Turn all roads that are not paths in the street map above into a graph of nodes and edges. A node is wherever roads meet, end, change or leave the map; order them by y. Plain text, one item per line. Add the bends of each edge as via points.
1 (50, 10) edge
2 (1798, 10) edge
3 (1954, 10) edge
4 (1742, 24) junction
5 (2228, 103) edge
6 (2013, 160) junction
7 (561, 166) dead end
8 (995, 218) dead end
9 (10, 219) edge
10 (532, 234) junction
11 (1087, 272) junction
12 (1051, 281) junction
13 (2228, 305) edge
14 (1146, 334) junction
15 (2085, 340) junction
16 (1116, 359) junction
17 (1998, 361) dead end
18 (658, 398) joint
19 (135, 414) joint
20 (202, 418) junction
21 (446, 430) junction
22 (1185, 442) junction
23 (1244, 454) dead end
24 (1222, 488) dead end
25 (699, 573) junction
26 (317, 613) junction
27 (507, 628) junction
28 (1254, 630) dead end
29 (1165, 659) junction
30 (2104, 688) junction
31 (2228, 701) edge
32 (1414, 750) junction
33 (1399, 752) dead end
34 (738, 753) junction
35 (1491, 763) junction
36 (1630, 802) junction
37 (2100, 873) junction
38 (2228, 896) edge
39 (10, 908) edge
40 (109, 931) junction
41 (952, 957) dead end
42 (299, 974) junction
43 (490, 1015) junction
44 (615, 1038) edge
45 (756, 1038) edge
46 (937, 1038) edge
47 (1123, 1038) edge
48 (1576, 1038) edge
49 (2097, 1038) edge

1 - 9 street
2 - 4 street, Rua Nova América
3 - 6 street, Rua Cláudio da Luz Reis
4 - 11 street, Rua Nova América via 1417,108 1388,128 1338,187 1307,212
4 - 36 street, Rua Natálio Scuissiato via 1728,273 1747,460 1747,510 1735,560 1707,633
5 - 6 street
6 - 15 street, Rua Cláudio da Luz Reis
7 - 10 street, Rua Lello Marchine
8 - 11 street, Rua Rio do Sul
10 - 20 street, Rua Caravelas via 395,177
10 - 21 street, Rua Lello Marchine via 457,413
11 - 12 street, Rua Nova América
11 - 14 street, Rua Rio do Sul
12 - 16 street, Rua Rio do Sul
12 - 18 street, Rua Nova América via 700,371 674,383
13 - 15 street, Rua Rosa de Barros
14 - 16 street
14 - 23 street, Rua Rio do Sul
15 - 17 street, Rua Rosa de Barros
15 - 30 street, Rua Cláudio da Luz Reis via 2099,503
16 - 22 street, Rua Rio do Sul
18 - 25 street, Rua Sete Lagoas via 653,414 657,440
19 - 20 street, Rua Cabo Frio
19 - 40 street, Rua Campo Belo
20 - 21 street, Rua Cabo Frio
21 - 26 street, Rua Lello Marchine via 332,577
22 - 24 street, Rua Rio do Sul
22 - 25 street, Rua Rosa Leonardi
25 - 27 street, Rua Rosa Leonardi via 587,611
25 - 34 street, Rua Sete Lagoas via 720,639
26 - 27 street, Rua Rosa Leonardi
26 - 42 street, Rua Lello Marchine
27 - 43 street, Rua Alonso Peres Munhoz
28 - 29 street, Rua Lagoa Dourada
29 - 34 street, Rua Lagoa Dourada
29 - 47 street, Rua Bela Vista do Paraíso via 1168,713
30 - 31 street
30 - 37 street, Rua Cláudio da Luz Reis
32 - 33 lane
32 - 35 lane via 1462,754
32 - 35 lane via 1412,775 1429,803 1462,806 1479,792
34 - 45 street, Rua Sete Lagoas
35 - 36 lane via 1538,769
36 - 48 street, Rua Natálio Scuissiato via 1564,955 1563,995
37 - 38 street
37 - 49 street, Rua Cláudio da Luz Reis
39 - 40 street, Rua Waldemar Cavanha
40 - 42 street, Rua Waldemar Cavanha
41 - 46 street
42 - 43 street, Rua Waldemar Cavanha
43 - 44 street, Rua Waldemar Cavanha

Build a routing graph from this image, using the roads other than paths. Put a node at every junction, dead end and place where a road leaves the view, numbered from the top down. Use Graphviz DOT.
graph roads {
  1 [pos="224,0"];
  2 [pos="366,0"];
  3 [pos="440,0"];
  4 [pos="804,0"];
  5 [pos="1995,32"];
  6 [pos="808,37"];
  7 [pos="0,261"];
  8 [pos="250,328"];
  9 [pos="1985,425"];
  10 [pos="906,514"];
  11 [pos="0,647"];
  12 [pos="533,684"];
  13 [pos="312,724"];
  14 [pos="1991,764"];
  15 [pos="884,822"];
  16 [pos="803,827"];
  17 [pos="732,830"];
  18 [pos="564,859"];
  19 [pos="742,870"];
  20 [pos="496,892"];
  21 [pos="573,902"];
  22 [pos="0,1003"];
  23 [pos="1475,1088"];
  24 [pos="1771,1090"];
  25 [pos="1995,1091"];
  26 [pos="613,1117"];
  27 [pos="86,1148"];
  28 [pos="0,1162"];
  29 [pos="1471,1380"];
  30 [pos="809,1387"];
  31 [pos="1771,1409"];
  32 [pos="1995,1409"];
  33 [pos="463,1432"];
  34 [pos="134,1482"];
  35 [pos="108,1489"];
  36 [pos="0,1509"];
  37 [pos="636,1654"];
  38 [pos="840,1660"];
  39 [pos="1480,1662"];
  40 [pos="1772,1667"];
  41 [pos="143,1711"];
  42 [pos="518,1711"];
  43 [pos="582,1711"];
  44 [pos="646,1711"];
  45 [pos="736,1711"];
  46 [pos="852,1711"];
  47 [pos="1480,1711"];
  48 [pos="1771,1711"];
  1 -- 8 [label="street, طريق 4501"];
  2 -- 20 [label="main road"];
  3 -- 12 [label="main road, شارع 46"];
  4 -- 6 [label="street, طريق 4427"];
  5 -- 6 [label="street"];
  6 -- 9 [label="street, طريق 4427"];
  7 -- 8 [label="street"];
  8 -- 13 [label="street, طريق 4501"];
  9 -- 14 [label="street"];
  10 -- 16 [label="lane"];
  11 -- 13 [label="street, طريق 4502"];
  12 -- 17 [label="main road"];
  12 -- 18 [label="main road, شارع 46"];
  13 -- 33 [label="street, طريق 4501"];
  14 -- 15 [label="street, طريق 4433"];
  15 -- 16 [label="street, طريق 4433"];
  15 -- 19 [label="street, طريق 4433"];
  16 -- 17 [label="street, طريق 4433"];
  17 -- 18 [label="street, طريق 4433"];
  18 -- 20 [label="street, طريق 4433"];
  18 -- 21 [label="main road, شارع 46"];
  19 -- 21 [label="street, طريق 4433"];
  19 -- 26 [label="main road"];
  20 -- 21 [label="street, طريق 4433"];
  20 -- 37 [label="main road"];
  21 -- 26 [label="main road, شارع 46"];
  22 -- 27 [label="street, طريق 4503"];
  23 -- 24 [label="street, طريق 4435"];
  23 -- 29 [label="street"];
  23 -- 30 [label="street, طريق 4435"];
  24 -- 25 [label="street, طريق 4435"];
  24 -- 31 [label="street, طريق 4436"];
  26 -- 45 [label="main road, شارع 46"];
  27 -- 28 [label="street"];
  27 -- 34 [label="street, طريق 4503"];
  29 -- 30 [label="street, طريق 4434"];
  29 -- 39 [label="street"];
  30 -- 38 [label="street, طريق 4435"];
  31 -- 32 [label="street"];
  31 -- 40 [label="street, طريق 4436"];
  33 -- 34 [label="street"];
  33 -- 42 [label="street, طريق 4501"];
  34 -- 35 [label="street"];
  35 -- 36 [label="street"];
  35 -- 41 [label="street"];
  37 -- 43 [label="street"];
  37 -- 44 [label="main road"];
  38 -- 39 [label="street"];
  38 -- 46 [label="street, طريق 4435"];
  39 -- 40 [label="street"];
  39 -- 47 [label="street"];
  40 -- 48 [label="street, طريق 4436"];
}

■ **Exercise goal**
Whenever a line above contains "Sete", copy that line.

■ **Response to the task**
18 - 25 street, Rua Sete Lagoas via 653,414 657,440
25 - 34 street, Rua Sete Lagoas via 720,639
34 - 45 street, Rua Sete Lagoas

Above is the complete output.